There won't necessarily be a government shutdown or a bruising immigration fight. But with so many contentious topics coming up, Kass believes that the market could get spooked.

(Read more: Siegel: Keep buying—you 'can't lose')

"I think that investors have become inured to this nonsensical rhetoric we've seeing in Washington," Kass granted. "But we could still have a lengthy fight, and an impasse could again weigh on business and consumer confidence."

For evidence of the same, just look at what happened at the end of 2012—when D.C. brinksmanship around the "fiscal cliff" put the market rally on pause.

Reason three: History says the rally can't last

"The third issue are the technicals," Kass said, "and that's what's really changed."

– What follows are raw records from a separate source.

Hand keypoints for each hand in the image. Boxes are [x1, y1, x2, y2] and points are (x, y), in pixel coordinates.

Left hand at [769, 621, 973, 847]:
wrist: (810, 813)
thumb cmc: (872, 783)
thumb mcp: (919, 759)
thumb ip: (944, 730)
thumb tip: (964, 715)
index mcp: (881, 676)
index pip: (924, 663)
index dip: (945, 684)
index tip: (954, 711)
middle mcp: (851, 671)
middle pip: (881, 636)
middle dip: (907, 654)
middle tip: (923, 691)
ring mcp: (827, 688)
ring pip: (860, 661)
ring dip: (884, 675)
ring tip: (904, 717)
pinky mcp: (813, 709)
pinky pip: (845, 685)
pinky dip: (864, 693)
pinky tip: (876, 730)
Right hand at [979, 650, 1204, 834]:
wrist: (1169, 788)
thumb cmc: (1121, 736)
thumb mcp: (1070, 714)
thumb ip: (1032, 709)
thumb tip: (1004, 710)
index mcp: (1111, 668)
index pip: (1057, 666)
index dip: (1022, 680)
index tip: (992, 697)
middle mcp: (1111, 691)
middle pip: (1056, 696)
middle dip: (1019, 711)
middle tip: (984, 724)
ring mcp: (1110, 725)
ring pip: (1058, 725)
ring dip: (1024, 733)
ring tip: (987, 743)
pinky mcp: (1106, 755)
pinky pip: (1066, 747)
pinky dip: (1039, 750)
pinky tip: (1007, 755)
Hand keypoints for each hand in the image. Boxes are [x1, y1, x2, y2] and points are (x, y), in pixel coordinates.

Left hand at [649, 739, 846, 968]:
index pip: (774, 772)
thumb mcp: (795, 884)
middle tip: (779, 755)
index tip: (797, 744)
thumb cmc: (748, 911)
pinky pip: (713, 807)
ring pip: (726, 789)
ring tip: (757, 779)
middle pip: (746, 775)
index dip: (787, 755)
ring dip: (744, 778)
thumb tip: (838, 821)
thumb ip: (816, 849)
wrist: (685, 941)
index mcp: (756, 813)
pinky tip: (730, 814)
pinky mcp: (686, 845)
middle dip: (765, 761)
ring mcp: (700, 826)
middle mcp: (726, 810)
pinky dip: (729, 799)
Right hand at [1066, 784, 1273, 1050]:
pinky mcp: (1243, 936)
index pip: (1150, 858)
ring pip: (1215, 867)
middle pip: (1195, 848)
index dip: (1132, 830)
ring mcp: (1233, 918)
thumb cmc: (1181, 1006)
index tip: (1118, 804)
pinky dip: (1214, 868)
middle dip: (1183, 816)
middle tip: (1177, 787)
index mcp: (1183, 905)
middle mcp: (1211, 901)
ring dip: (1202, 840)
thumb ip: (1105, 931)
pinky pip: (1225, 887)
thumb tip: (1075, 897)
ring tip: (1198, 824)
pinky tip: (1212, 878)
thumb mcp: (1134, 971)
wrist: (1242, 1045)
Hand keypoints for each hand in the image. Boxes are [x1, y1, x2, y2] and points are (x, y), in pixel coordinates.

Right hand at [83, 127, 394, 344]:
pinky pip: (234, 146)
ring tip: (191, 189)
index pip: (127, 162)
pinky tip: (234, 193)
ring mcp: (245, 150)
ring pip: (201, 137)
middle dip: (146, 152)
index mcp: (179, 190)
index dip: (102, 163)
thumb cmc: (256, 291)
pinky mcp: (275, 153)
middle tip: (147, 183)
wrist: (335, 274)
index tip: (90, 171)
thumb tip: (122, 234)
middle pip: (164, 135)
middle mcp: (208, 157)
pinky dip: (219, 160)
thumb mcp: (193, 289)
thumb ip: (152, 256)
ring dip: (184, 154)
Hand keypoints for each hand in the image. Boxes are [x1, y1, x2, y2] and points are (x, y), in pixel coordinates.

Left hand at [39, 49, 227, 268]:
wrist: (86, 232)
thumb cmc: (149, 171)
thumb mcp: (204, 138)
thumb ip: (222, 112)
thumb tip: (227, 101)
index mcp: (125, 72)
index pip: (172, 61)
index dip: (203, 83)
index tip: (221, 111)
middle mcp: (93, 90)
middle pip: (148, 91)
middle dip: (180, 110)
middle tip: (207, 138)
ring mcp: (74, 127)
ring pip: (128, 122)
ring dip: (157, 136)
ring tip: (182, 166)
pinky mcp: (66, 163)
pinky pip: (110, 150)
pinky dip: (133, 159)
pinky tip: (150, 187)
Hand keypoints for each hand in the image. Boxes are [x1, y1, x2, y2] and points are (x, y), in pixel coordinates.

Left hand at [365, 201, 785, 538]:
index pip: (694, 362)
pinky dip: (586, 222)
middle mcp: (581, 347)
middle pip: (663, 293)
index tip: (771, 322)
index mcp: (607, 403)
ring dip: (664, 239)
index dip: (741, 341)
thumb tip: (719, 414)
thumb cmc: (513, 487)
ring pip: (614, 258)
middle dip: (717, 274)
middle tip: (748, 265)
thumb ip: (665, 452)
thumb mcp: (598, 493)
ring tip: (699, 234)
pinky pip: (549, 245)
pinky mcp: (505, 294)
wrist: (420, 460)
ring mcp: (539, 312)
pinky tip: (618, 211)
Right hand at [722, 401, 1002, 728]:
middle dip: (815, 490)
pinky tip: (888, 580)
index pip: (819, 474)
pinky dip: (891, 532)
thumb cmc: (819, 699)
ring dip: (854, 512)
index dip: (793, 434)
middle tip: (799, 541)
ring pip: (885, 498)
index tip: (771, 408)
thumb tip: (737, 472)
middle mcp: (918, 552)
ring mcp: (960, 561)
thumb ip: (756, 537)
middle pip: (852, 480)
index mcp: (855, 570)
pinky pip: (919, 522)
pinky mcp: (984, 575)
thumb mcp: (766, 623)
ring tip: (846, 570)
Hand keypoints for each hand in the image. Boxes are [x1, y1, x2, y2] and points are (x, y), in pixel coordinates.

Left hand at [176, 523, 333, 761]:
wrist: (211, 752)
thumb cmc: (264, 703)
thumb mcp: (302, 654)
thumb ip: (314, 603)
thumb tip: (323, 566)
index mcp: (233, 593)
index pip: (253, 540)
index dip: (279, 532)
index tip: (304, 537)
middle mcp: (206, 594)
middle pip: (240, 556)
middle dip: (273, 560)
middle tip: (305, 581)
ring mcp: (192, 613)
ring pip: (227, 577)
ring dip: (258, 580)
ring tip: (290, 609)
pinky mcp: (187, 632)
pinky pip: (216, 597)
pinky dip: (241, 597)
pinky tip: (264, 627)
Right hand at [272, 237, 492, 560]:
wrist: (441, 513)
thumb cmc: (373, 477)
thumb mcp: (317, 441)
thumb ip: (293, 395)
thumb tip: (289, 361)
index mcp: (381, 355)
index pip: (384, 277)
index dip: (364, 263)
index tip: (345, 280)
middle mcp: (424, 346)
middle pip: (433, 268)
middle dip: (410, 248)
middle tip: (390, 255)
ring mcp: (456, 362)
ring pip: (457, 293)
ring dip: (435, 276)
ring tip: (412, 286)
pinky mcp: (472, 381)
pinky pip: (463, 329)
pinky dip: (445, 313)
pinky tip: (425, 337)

Kass points out that history seems to indicate that the rally should soon run out of steam.

(Read more: Marc Faber: Look out! A 1987-style crash is coming)

"The bull market is long in the tooth," Kass said. "We're almost 54 months from the generational low in March of 2009. And if we look over the last 60 years, the average bull market has been only about 43 months." On top of that, "the longest bull markets lasted about 56 to 60 months."

That means that the rally stocks have enjoyed is becoming increasingly unprecedented.

And undergirding this thesis, again, is Kass' ursine view of the global economy. "If we look at the longest bull streaks, obviously they didn't face the structural economic headwinds," he said.

Any way you cut it, then, Kass believes that this market should be sold.